By mau64 0 Comments
The first Puzzle Agent was released around this time last year and combined Professor Layton-esque puzzles with a dark and twisted story of the unimaginable place of Scoggins Minnesota. Nelson Tethers, a Puzzle Agent working with the FBI, was sent to Scoggins to investigate the strange locals and why the Eraser Factory has mysteriously stopped production. Telltale Games reeled me in with the first Puzzle Agent and left me eager to find out more about the missing people, the wood gnomes, and the offensive people of Scoggins. I was left satisfied with the experience but felt it could have been a bit more challenging and more variety to the puzzles, which is what Puzzle Agent is all about.
The original Puzzle Agent left me with a lot of questions and set it up perfectly for this sequel. The original story wrapped up, but Nelson Tethers was not satisfied with how things came together. Isaac Davner was still missing, the gnomes were still shrouded in mystery, and the locals were still ominous about everything discussed. Nelson decides to take a “vacation” back to Scoggins to research more into the case of the missing people. When Nelson enters Scoggins, he finds out the town is even more of a mess than when he left.

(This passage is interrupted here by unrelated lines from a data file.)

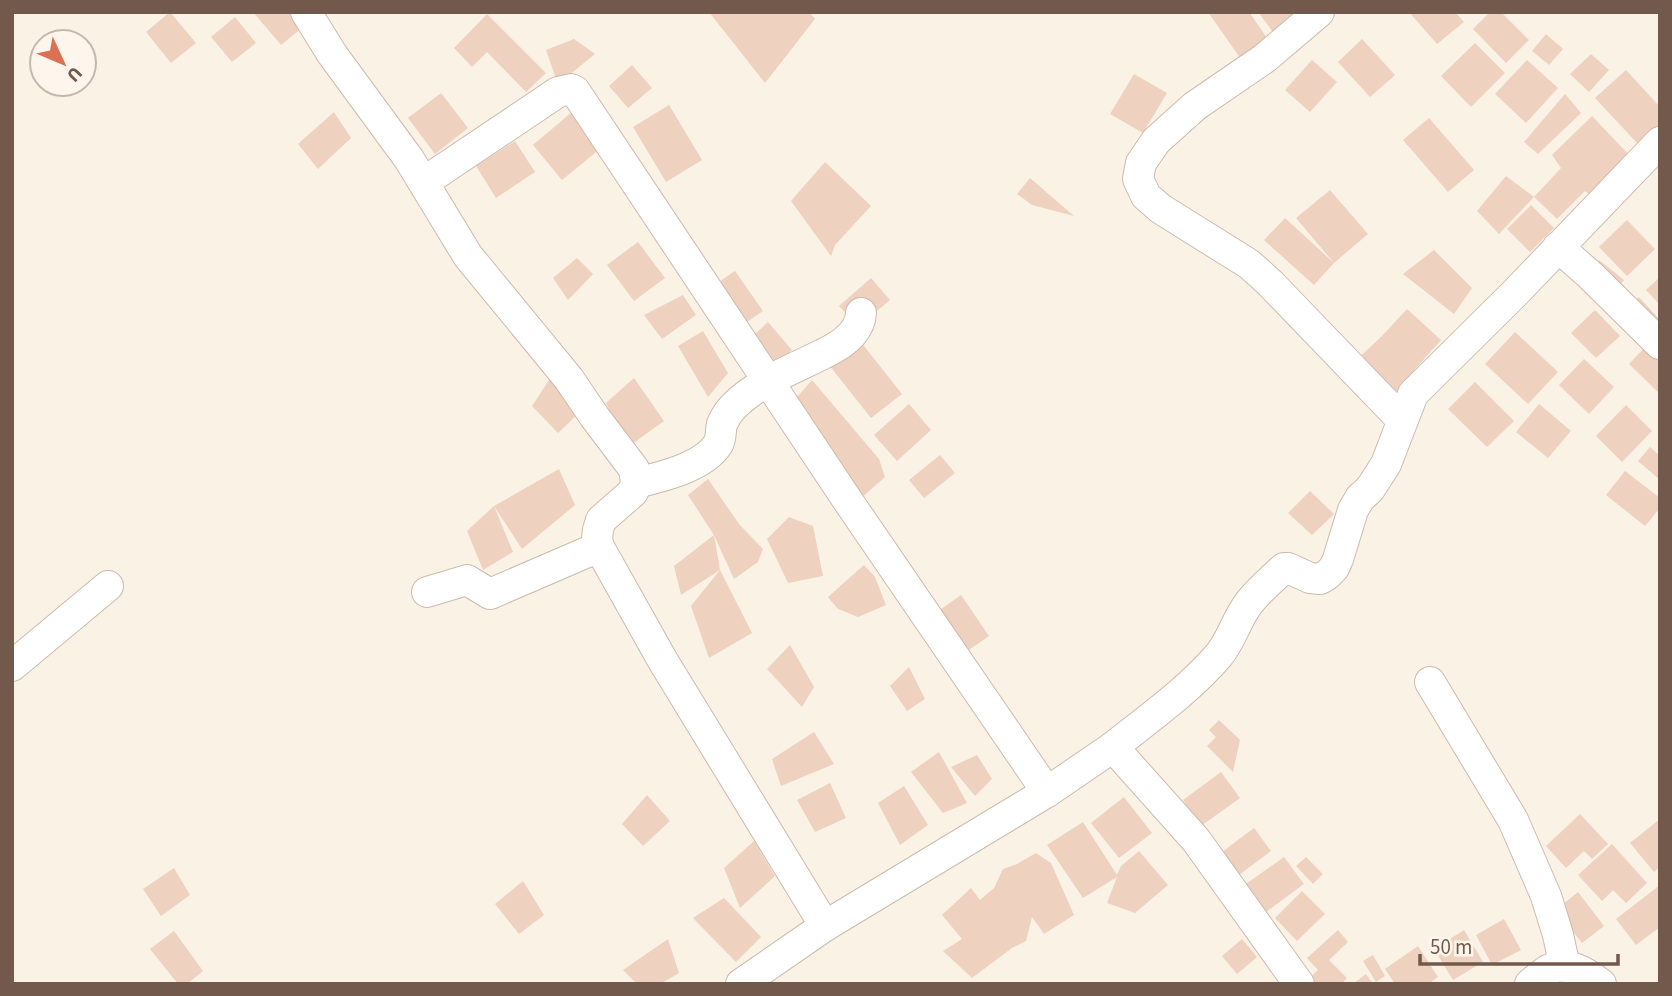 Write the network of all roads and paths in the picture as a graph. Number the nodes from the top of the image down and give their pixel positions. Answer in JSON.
{"nodes":[{"id":1,"x":306,"y":12,"type":"edge"},
{"id":2,"x":1319,"y":12,"type":"edge"},
{"id":3,"x":1660,"y":142,"type":"edge"},
{"id":4,"x":424,"y":182,"type":"junction"},
{"id":5,"x":1558,"y":247,"type":"junction"},
{"id":6,"x":861,"y":313,"type":"dead end"},
{"id":7,"x":1660,"y":344,"type":"edge"},
{"id":8,"x":769,"y":381,"type":"junction"},
{"id":9,"x":1401,"y":425,"type":"junction"},
{"id":10,"x":636,"y":482,"type":"junction"},
{"id":11,"x":599,"y":547,"type":"junction"},
{"id":12,"x":108,"y":586,"type":"dead end"},
{"id":13,"x":427,"y":592,"type":"dead end"},
{"id":14,"x":12,"y":666,"type":"edge"},
{"id":15,"x":1430,"y":682,"type":"dead end"},
{"id":16,"x":1113,"y":747,"type":"junction"},
{"id":17,"x":1047,"y":792,"type":"junction"},
{"id":18,"x":825,"y":926,"type":"junction"},
{"id":19,"x":1565,"y":967,"type":"junction"},
{"id":20,"x":741,"y":984,"type":"edge"},
{"id":21,"x":1299,"y":984,"type":"edge"},
{"id":22,"x":1530,"y":984,"type":"edge"},
{"id":23,"x":1601,"y":984,"type":"edge"}],
"edges":[{"from":1,"to":4,"type":"street"},
{"from":2,"to":9,"type":"street"},
{"from":3,"to":5,"type":"street"},
{"from":4,"to":8,"type":"street"},
{"from":4,"to":10,"type":"street"},
{"from":5,"to":7,"type":"street"},
{"from":5,"to":9,"type":"street"},
{"from":6,"to":8,"type":"street"},
{"from":8,"to":10,"type":"street"},
{"from":8,"to":17,"type":"street"},
{"from":9,"to":16,"type":"street"},
{"from":10,"to":11,"type":"street"},
{"from":11,"to":13,"type":"street"},
{"from":11,"to":18,"type":"street"},
{"from":12,"to":14,"type":"street"},
{"from":15,"to":19,"type":"street"},
{"from":16,"to":17,"type":"street"},
{"from":16,"to":21,"type":"street"},
{"from":17,"to":18,"type":"street"},
{"from":18,"to":20,"type":"street"},
{"from":19,"to":22,"type":"street"},
{"from":19,"to":23,"type":"street"}]}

Puzzle Agent 2 mostly involves Nelson talking to the locals and engaging into puzzle sequences. When you talk with the characters around Scoggins, you have a list of topics to discuss that sometimes leads to puzzles to solve. The characters normally reveal a new clue to the overarching narrative and give you ideas as to where to travel next, which is pointed out to you on your map. Nelson goes around, talking with characters, solving puzzles, and getting into some absurd situations that made me laugh out loud several times. The animations also help with the humor; movement rarely happens but the couple of instances when you see characters running or chasing each other had me giggling the whole time.
The puzzles are mostly a static screen that you must solve by either doing math, moving blocks around, tracing patterns, or simply guiding Nelson through an obstacle room. The quality of the puzzles were a small issue with me. I actually thought this game’s puzzles were much easier in this game than the original, but it could be that I just knew more about what the puzzles would be like. This left me a little disappointed. I wanted to see more variety to the puzzles, since the first game felt like it was on a rotation of about five to six different types of puzzles, but this one does the same.

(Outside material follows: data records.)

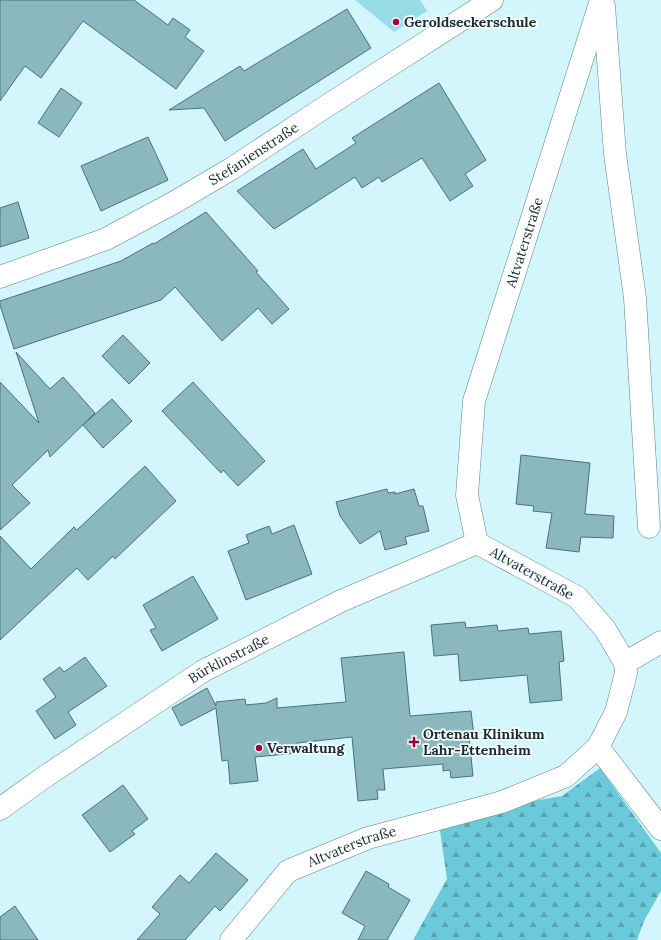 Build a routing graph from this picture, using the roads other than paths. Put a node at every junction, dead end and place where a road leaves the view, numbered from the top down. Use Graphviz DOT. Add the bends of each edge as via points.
graph roads {
  1 [pos="492,0"];
  2 [pos="602,0"];
  3 [pos="0,277"];
  4 [pos="649,527"];
  5 [pos="477,543"];
  6 [pos="661,642"];
  7 [pos="661,659"];
  8 [pos="626,668"];
  9 [pos="598,747"];
  10 [pos="0,809"];
  11 [pos="661,829"];
  12 [pos="231,940"];
  1 -- 3 [label="street, Stefanienstraße" via="231,169 175,202 106,239"];
  2 -- 4 [label="street" via="615,154 635,298"];
  2 -- 5 [label="street, Altvaterstraße" via="474,401 467,496"];
  5 -- 8 [label="street, Altvaterstraße" via="577,597 605,629"];
  5 -- 10 [label="street, Bürklinstraße" via="341,601 203,671"];
  6 -- 8 [label="street"];
  7 -- 8 [label="street"];
  8 -- 9 [label="street, Altvaterstraße" via="616,712"];
  9 -- 11 [label="street"];
  9 -- 12 [label="street, Altvaterstraße" via="566,776 510,799 368,838 288,871"];
}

PA2 has a couple puzzles that I would have had no idea how to solve with the clues given to me, which left me shaking my head once I figured out what it was asking. One puzzle, for instance, had me googling the solution only because it was asking for such a specific number that very little people would know. I wouldn’t even have known where to start if it didn’t have a hint system in place. You are allowed three hints per puzzle as long as you have the chewing gum available, which is collected around the various locations in the gamed. Nelson claims he cannot concentrate without chewing gum, and Scoggins is on a strict non-gum law, so Nelson must rely on the ABC gum left around town.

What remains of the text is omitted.